On the other end, even if kernel reports ARG_MAX
to be 128 KiB, that effective limit will never reach more than the maximum stack size. For example:
$ ulimit -Ss 100 $ exec env -i posh $ unset PATH $ getconf ARG_MAX 131072 $ /bin/true "$(../gen-str 102400)" posh: /bin/true: Argument list too long
The real argument limit
To quickly recap all the information:
- The maximum length of the arguments to the
execve
syscall is one forth of the maximum stack size but no less than 128 KiB and no more than 6 MiB. - The limit covers: i) all command line arguments, ii) all environment variables, iii) pointers to the former two present in
argv
andenviron
arrays and iv) the path to the executable used to run the program. - In addition, regardless of how high the limit is, a single command line argument and environment variable cannot exceed 128 KiB. Size of environment variable is calculated as the size of
name=value
string. - String size includes the terminating NUL byte, i.e. it’s the string length plus one.

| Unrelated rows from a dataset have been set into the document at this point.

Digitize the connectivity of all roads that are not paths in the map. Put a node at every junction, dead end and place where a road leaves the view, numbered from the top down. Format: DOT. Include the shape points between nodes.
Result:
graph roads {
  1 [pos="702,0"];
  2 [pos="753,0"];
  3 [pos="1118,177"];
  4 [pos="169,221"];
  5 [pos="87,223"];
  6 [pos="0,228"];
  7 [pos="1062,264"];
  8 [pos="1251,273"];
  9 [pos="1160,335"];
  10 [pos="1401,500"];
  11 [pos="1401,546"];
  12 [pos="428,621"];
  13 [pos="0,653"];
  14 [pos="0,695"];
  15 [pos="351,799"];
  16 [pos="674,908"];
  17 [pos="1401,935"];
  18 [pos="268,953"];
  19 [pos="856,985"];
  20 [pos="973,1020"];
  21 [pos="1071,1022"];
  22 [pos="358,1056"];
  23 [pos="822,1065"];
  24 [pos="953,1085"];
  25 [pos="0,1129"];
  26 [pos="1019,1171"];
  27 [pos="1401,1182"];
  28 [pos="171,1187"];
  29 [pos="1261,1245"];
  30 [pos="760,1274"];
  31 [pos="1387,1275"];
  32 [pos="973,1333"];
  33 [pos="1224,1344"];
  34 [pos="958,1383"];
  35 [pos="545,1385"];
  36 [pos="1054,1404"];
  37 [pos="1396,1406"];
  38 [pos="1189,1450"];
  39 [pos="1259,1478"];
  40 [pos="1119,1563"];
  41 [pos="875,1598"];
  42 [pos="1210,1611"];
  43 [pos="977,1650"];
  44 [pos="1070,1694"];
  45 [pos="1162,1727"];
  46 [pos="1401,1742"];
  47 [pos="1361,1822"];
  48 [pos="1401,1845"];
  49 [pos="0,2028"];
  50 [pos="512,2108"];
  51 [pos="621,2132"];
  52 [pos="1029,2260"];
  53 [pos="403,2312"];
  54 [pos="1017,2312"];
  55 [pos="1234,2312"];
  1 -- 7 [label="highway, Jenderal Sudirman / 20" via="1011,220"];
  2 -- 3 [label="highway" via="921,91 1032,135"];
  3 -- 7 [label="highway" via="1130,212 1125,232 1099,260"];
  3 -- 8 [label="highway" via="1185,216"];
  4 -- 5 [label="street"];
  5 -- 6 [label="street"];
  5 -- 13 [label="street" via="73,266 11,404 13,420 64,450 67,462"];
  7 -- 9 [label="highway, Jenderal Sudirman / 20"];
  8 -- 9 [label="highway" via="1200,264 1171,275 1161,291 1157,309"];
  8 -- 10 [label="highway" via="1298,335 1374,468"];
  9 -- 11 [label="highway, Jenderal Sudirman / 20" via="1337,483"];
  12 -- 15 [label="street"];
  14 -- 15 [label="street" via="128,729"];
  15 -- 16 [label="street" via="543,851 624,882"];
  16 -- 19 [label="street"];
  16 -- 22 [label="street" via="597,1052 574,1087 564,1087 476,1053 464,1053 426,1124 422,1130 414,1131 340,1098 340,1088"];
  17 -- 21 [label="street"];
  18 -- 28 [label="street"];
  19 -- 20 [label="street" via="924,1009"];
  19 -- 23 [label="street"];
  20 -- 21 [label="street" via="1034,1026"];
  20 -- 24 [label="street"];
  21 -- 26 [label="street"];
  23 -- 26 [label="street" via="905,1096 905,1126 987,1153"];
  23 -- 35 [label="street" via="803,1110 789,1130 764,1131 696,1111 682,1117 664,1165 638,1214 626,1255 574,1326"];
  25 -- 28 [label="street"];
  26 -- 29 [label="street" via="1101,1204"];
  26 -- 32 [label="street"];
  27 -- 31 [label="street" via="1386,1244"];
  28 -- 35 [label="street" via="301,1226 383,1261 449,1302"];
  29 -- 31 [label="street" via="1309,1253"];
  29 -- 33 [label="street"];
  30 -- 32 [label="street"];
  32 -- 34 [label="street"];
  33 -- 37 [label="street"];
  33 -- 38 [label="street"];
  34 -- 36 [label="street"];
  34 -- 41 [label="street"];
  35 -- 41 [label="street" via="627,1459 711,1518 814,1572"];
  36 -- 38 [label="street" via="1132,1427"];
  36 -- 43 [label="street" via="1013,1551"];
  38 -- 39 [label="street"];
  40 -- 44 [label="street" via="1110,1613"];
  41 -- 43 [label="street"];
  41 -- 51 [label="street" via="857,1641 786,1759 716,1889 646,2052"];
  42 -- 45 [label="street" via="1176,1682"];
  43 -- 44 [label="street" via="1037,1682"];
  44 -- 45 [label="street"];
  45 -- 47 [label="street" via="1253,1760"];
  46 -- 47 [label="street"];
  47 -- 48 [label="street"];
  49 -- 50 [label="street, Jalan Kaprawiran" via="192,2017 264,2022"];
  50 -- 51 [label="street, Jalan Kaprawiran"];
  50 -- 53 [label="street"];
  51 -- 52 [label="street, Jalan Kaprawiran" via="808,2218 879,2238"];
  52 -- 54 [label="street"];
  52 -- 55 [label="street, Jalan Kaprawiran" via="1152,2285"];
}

And that’s it for now. In the next part we’re going to look at the kernel code responsible for implementing the limit so stay tuned (or should I say smash that Atom feed button?).
† Roughly speaking. It’s of course impossible to use the entire stack for arguments and environment variables since there would be no space left for any other information or setting up stack frame. As such, the actual arg limit is capped at less than maximum stack size.
PS. By the way, despite all the BSD influences in XNU, I don’t consider macOS to be a BSD.